Im Fest und in der Überlieferung der Lindenkirchweih des Dorfes Limmersdorf im fränkischen Kulmbacher Land verkörpert sich ein jahrhundertealtes und ursprünglich weit verbreitetes Brauchtum, das heute nur noch in wenigen Orten Oberfrankens und Thüringens in seiner alten Form gepflegt wird. Im Mittelpunkt einer Lindenkirchweih steht die oft uralte, majestätisch anmutende Tanzlinde des jeweiligen Ortes. Zur jährlichen Kirchweih wird „auf“ der Linde, d. h. auf einem Tanzpodest in der weit gespannten Krone des Baumes, getanzt. Festlich gekleidete junge „Kerwaburschen“ tanzen dann mit ihren „Kerwasmadla“ Dreher und Walzer zu Tanzkapellenmusik.

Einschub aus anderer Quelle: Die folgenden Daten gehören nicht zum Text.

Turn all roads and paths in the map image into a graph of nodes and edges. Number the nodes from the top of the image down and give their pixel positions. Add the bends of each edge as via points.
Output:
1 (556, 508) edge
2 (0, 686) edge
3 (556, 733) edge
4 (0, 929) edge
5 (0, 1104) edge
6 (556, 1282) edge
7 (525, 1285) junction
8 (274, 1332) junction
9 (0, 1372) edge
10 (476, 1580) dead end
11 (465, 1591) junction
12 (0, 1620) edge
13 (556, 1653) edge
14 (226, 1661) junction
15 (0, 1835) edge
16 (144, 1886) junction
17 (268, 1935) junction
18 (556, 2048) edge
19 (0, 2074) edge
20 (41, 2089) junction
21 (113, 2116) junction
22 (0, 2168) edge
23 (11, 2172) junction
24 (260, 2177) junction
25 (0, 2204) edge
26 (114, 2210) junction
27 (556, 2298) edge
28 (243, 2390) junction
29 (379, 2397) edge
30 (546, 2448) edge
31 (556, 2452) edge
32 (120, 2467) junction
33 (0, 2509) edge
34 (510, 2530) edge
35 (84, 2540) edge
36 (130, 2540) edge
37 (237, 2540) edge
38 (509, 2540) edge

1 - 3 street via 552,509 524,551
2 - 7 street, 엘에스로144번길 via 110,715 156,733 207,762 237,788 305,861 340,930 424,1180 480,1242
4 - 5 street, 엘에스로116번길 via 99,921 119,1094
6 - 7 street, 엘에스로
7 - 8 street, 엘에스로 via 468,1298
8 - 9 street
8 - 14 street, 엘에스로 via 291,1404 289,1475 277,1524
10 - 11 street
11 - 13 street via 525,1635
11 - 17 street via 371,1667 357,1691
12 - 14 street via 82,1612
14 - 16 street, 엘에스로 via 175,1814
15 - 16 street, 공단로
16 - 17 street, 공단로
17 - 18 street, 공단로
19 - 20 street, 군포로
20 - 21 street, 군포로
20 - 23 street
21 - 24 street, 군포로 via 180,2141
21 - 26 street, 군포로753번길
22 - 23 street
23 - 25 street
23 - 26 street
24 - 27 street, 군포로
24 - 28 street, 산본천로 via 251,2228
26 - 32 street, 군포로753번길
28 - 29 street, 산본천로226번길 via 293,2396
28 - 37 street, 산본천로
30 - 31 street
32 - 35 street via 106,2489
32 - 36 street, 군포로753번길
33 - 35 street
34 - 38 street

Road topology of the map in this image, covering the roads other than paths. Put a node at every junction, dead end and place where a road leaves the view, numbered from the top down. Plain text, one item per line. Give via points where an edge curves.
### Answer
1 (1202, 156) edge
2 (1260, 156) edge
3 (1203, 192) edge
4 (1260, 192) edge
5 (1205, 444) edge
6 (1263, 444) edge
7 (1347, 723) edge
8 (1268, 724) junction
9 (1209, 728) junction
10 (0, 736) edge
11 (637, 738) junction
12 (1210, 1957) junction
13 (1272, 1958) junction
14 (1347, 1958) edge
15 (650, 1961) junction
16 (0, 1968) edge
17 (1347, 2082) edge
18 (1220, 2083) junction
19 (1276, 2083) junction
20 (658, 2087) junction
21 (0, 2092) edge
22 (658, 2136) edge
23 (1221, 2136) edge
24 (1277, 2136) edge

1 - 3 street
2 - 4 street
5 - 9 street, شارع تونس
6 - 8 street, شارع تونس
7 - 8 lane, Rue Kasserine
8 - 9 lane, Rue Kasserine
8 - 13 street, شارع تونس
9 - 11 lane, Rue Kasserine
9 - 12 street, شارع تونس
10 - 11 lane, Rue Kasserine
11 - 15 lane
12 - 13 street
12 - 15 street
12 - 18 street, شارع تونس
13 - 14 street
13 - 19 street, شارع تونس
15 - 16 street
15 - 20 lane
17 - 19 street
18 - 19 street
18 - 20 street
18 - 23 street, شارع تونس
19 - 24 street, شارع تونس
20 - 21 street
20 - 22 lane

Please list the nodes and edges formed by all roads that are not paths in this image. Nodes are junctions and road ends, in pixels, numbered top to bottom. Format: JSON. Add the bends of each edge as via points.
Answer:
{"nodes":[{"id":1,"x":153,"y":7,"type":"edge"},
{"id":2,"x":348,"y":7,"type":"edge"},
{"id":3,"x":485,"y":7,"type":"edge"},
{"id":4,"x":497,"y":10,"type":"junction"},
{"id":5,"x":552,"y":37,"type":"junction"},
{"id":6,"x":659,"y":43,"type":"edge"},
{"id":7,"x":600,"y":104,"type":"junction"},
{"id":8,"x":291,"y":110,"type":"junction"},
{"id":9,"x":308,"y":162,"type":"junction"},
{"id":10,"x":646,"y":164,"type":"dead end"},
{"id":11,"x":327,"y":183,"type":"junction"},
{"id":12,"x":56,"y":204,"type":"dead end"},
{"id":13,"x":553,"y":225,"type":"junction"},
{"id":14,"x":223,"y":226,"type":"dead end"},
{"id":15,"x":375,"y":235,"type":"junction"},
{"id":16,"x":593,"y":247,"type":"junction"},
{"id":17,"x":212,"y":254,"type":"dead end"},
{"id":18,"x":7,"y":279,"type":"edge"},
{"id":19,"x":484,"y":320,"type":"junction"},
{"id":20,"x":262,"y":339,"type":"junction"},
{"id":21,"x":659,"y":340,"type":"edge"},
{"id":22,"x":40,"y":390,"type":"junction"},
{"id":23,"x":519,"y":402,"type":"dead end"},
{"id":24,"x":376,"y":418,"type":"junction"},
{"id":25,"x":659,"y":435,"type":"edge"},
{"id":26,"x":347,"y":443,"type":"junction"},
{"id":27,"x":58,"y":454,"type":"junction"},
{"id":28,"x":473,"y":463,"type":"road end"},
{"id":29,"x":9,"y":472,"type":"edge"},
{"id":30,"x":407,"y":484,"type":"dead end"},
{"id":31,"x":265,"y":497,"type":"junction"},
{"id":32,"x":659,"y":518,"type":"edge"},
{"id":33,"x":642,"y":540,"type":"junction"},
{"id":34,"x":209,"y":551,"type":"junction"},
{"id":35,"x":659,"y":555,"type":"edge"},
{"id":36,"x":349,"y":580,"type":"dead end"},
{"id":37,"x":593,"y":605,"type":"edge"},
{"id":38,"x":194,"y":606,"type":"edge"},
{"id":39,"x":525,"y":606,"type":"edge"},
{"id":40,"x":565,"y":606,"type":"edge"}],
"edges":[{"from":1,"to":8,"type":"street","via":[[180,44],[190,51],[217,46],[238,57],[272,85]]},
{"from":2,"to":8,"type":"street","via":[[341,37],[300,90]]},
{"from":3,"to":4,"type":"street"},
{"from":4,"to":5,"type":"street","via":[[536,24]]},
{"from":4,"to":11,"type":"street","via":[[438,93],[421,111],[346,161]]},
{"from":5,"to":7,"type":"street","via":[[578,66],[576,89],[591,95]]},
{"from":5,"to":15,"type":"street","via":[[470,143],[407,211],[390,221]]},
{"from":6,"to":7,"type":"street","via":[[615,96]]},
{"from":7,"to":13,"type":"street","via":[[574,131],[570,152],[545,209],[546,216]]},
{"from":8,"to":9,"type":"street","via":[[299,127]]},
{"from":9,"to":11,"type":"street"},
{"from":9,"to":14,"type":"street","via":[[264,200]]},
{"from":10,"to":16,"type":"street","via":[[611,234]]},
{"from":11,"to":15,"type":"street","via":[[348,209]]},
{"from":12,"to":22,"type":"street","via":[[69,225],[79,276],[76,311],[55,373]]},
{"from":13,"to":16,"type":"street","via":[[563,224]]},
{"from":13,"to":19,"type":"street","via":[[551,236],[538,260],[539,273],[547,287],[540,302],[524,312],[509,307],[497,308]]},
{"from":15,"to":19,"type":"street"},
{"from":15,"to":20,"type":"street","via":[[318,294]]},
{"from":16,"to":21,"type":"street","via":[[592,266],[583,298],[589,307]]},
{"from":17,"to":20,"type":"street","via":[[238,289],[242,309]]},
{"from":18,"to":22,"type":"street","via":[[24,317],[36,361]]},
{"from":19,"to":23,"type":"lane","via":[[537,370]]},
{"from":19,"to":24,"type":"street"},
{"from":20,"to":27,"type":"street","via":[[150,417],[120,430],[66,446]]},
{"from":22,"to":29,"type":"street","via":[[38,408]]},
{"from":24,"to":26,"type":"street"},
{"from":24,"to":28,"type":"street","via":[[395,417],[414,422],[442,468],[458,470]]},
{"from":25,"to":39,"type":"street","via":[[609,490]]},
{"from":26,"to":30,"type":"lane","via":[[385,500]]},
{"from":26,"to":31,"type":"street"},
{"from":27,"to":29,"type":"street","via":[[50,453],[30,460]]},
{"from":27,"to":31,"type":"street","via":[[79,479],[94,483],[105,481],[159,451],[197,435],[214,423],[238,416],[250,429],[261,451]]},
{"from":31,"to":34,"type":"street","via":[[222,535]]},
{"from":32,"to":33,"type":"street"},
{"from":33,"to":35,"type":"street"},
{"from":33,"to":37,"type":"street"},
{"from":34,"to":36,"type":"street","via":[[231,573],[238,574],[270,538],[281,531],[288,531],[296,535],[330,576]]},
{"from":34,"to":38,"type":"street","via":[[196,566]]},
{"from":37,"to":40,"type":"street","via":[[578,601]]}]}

Die Lindenkirchweih ist in Limmersdorf bis heute eine lebendige und den Ort maßgeblich prägende Tradition. Sie bildet den unbestrittenen gesellschaftlichen Höhepunkt des dörflichen Lebens. Das ganze Jahr über laufen die Vorbereitungen zu diesem Fest. Jeder ist mit eingebunden. Kinder wachsen in dem Bewusstsein auf, hier zu „debütieren“. Die älteren Dorfbewohner wissen zahllose Geschichten von diesen Festen zu berichten und haben nicht selten ihren Lebensgefährten bei dem Tanz auf der Linde gefunden.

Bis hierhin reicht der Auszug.